TASK INSTRUCTIONS: All entries must come back exactly as given, with no pictures in the copy.

Saved entries:
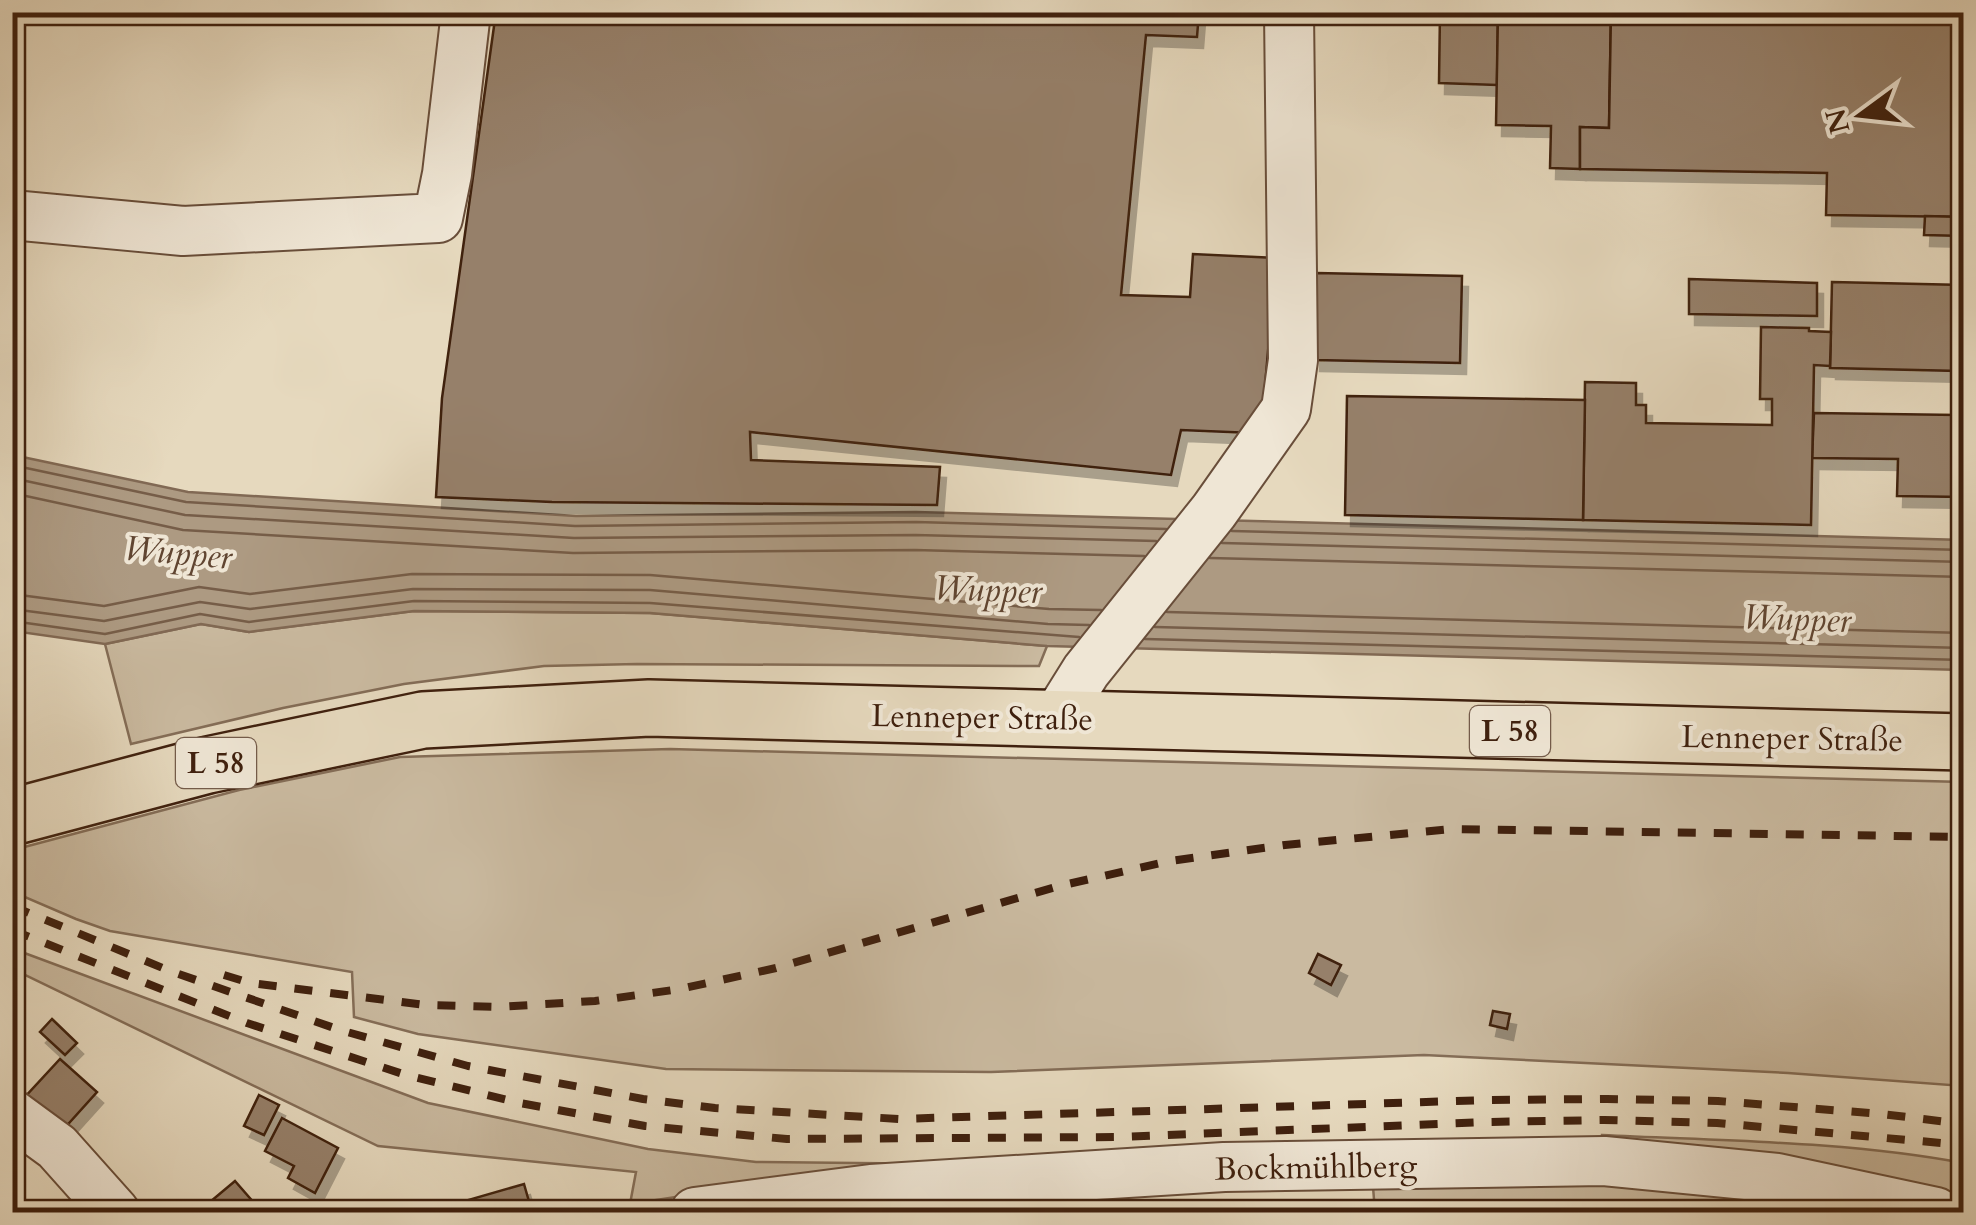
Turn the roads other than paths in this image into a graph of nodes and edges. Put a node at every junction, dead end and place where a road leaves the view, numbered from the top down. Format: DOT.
graph roads {
  1 [pos="466,12"];
  2 [pos="1289,12"];
  3 [pos="12,215"];
  4 [pos="1056,719"];
  5 [pos="1964,742"];
  6 [pos="12,817"];
  7 [pos="12,1114"];
  8 [pos="115,1212"];
  9 [pos="695,1212"];
  10 [pos="1936,1212"];
  1 -- 3 [label="street"];
  2 -- 4 [label="street"];
  4 -- 5 [label="main road, Lenneper Straße / L 58"];
  4 -- 6 [label="main road, Lenneper Straße / L 58"];
  7 -- 8 [label="street"];
  9 -- 10 [label="street, Bockmühlberg"];
}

RESULT OF THE EXERCISE:
Turn the roads other than paths in this image into a graph of nodes and edges. Put a node at every junction, dead end and place where a road leaves the view, numbered from the top down. Format: DOT.
graph roads {
  1 [pos="466,12"];
  2 [pos="1289,12"];
  3 [pos="12,215"];
  4 [pos="1056,719"];
  5 [pos="1964,742"];
  6 [pos="12,817"];
  7 [pos="12,1114"];
  8 [pos="115,1212"];
  9 [pos="695,1212"];
  10 [pos="1936,1212"];
  1 -- 3 [label="street"];
  2 -- 4 [label="street"];
  4 -- 5 [label="main road, Lenneper Straße / L 58"];
  4 -- 6 [label="main road, Lenneper Straße / L 58"];
  7 -- 8 [label="street"];
  9 -- 10 [label="street, Bockmühlberg"];
}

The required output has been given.